▶ EXERCISE INSTRUCTIONS
Every line from the one with "ring dip: (156, 177)" to the one with "wrist: (159, 201)", including those two, is to be copied exactly; all other lines of the entries below are left out.

%%

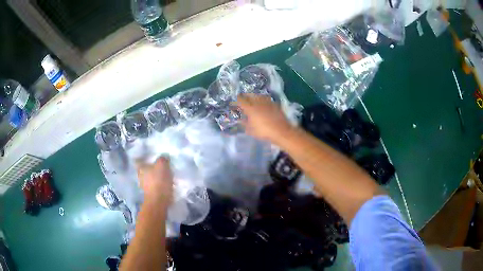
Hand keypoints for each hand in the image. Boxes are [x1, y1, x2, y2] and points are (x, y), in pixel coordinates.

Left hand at [136, 157, 172, 205]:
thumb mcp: (162, 165)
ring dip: (156, 177)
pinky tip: (166, 184)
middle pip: (145, 169)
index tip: (151, 157)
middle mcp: (140, 175)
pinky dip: (159, 184)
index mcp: (140, 167)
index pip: (139, 159)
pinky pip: (155, 185)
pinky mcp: (150, 193)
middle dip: (152, 168)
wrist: (159, 201)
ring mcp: (144, 185)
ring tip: (166, 175)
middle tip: (161, 166)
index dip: (144, 157)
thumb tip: (164, 157)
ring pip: (150, 178)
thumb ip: (162, 158)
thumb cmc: (158, 181)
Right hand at [235, 93, 292, 143]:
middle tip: (242, 99)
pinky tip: (262, 104)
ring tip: (251, 100)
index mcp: (250, 108)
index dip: (236, 101)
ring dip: (253, 97)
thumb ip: (244, 124)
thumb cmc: (264, 132)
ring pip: (258, 96)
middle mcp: (258, 102)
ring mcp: (267, 102)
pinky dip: (262, 100)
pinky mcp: (274, 104)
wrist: (281, 131)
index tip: (233, 103)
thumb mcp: (251, 130)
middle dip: (244, 96)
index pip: (241, 101)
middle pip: (249, 95)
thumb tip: (240, 120)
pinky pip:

%%

▶ OUTPUT FOR THIS TASK
ring dip: (156, 177)
pinky tip: (166, 184)
middle pip: (145, 169)
index tip: (151, 157)
middle mcp: (140, 175)
pinky dip: (159, 184)
index mcp: (140, 167)
index pip: (139, 159)
pinky pip: (155, 185)
pinky mcp: (150, 193)
middle dip: (152, 168)
wrist: (159, 201)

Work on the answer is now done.